**WHAT TO WORK ON**:
Gather each line of the entries below that includes "Đừng".

+ + +

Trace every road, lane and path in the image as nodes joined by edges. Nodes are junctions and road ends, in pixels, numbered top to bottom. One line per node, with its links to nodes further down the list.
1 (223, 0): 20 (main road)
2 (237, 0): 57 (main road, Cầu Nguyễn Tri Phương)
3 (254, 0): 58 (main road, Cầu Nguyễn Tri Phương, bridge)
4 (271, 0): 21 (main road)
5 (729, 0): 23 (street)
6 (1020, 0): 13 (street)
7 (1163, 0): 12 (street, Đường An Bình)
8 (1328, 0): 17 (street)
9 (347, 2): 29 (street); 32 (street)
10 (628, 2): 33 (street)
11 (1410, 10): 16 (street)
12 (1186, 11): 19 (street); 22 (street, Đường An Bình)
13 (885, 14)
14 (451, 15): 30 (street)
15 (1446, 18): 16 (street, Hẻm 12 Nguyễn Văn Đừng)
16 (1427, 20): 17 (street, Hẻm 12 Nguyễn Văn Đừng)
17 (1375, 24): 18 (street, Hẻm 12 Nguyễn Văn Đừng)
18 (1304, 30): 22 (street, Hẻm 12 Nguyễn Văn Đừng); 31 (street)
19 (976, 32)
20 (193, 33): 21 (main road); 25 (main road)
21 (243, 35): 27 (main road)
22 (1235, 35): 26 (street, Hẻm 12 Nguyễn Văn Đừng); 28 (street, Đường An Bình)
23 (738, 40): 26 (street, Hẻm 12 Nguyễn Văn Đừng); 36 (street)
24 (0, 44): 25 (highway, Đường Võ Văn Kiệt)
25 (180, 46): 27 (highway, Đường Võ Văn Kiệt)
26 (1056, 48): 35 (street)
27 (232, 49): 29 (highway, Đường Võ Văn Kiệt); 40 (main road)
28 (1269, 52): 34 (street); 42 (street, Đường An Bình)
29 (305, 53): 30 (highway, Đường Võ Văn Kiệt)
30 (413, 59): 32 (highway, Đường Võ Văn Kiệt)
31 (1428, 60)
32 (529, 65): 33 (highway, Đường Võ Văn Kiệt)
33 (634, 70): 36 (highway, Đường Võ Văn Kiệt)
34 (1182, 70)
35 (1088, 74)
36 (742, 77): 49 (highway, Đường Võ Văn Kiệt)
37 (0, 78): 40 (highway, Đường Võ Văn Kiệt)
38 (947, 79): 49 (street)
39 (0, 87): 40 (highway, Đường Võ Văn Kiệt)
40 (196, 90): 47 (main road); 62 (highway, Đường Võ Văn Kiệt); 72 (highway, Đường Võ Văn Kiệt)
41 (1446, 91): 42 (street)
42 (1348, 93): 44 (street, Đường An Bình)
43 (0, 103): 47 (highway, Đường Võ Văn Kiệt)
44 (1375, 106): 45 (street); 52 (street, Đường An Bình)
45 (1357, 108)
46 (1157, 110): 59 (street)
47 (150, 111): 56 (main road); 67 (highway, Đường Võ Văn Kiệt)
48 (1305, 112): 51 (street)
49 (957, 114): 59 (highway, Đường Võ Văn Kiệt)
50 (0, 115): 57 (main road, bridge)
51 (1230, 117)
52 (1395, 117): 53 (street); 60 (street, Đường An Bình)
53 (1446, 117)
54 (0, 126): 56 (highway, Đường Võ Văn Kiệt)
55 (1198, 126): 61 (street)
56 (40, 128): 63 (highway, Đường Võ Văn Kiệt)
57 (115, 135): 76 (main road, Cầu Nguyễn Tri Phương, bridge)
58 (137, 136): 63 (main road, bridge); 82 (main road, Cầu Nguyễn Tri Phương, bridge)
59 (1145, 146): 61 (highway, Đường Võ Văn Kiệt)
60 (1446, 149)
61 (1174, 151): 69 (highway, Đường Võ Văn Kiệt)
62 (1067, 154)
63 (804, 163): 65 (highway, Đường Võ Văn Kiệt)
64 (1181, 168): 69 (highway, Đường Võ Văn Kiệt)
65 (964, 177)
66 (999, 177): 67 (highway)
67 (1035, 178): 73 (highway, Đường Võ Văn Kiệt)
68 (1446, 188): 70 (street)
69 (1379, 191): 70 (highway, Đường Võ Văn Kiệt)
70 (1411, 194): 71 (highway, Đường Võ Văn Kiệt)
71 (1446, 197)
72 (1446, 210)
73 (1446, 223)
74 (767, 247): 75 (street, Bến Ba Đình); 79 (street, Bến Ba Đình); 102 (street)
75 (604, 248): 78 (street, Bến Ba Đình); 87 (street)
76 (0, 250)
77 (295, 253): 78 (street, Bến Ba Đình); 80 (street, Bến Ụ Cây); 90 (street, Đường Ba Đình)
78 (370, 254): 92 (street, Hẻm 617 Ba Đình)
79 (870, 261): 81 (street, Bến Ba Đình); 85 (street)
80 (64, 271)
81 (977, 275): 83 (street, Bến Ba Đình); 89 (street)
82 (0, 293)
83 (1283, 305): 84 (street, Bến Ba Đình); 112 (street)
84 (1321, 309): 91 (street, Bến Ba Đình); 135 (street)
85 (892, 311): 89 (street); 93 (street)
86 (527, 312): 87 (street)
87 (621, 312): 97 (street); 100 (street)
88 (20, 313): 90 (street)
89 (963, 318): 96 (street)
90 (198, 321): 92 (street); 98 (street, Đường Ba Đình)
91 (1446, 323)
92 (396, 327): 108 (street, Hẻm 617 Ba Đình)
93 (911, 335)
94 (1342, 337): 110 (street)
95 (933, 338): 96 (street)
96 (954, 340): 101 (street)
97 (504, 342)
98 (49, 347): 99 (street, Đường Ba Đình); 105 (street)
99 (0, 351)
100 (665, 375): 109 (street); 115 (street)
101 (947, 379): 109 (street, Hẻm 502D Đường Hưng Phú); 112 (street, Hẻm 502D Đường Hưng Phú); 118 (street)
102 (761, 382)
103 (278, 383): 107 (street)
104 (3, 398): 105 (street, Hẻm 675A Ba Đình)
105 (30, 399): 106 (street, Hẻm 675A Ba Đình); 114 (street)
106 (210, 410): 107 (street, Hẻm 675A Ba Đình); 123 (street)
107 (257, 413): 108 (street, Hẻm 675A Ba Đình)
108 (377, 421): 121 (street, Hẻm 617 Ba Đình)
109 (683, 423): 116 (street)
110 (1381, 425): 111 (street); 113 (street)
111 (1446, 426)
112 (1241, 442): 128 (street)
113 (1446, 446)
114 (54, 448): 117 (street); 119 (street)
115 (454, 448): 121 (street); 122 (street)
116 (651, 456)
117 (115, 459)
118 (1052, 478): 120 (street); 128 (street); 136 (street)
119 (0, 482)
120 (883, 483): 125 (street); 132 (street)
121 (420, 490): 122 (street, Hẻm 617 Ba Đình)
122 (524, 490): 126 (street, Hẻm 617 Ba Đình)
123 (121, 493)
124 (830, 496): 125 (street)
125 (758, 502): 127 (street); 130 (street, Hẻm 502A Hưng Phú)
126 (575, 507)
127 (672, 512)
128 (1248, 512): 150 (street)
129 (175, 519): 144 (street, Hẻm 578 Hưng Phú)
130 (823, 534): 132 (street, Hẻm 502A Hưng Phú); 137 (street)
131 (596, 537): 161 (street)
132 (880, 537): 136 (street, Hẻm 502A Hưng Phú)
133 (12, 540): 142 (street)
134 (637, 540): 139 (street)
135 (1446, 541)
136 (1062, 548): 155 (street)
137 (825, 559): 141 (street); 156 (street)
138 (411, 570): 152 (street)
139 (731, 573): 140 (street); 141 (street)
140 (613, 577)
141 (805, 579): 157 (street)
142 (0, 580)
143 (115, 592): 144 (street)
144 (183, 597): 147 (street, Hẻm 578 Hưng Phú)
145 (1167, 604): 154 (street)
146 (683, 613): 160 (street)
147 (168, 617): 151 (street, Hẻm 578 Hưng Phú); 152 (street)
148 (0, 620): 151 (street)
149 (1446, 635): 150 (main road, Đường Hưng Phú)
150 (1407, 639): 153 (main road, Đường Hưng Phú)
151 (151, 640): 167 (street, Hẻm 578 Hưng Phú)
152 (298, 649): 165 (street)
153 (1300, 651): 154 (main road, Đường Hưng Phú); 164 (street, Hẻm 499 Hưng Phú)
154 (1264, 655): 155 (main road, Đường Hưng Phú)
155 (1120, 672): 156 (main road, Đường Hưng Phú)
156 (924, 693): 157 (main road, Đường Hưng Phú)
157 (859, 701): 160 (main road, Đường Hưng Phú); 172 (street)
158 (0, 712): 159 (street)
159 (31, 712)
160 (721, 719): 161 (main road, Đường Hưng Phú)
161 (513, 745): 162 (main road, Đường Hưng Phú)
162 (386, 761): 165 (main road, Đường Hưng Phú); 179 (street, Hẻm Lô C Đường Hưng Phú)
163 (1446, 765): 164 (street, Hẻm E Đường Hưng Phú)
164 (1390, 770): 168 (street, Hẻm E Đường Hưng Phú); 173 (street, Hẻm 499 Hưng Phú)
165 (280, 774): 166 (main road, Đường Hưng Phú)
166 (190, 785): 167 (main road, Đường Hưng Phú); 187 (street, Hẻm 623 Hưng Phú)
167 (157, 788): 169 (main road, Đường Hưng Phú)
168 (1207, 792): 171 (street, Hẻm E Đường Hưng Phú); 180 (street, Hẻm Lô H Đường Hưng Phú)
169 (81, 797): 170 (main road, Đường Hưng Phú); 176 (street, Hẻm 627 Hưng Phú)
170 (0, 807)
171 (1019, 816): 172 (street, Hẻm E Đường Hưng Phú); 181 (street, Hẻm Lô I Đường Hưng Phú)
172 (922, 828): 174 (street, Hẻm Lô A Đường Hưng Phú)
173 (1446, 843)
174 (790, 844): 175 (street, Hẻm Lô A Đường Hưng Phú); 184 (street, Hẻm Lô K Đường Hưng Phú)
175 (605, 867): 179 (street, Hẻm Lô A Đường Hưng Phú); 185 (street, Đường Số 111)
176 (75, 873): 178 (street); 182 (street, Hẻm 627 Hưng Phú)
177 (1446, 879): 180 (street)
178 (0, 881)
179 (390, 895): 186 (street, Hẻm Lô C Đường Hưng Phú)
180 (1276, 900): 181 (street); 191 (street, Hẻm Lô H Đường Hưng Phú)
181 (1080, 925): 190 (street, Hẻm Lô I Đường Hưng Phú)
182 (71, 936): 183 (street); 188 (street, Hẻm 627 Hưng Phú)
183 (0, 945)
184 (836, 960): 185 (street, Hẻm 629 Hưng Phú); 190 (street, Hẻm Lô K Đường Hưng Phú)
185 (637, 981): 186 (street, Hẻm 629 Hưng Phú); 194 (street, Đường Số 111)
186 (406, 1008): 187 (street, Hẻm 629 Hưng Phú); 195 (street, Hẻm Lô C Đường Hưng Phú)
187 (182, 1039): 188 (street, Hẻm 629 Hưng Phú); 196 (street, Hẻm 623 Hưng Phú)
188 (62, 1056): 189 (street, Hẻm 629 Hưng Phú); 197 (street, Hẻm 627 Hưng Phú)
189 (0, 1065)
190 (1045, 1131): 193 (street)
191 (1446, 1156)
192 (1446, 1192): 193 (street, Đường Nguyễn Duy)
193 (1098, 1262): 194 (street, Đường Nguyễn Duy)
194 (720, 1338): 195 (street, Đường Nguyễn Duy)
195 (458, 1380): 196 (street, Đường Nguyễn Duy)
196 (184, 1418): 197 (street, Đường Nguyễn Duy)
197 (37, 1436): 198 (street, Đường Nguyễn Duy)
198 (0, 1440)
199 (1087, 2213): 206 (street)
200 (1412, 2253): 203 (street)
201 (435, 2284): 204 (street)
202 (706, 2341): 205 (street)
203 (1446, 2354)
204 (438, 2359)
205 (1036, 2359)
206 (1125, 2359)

+ + +

**RESPONSE TO THE TASK**:
15 (1446, 18): 16 (street, Hẻm 12 Nguyễn Văn Đừng)
16 (1427, 20): 17 (street, Hẻm 12 Nguyễn Văn Đừng)
17 (1375, 24): 18 (street, Hẻm 12 Nguyễn Văn Đừng)
18 (1304, 30): 22 (street, Hẻm 12 Nguyễn Văn Đừng); 31 (street)
22 (1235, 35): 26 (street, Hẻm 12 Nguyễn Văn Đừng); 28 (street, Đường An Bình)
23 (738, 40): 26 (street, Hẻm 12 Nguyễn Văn Đừng); 36 (street)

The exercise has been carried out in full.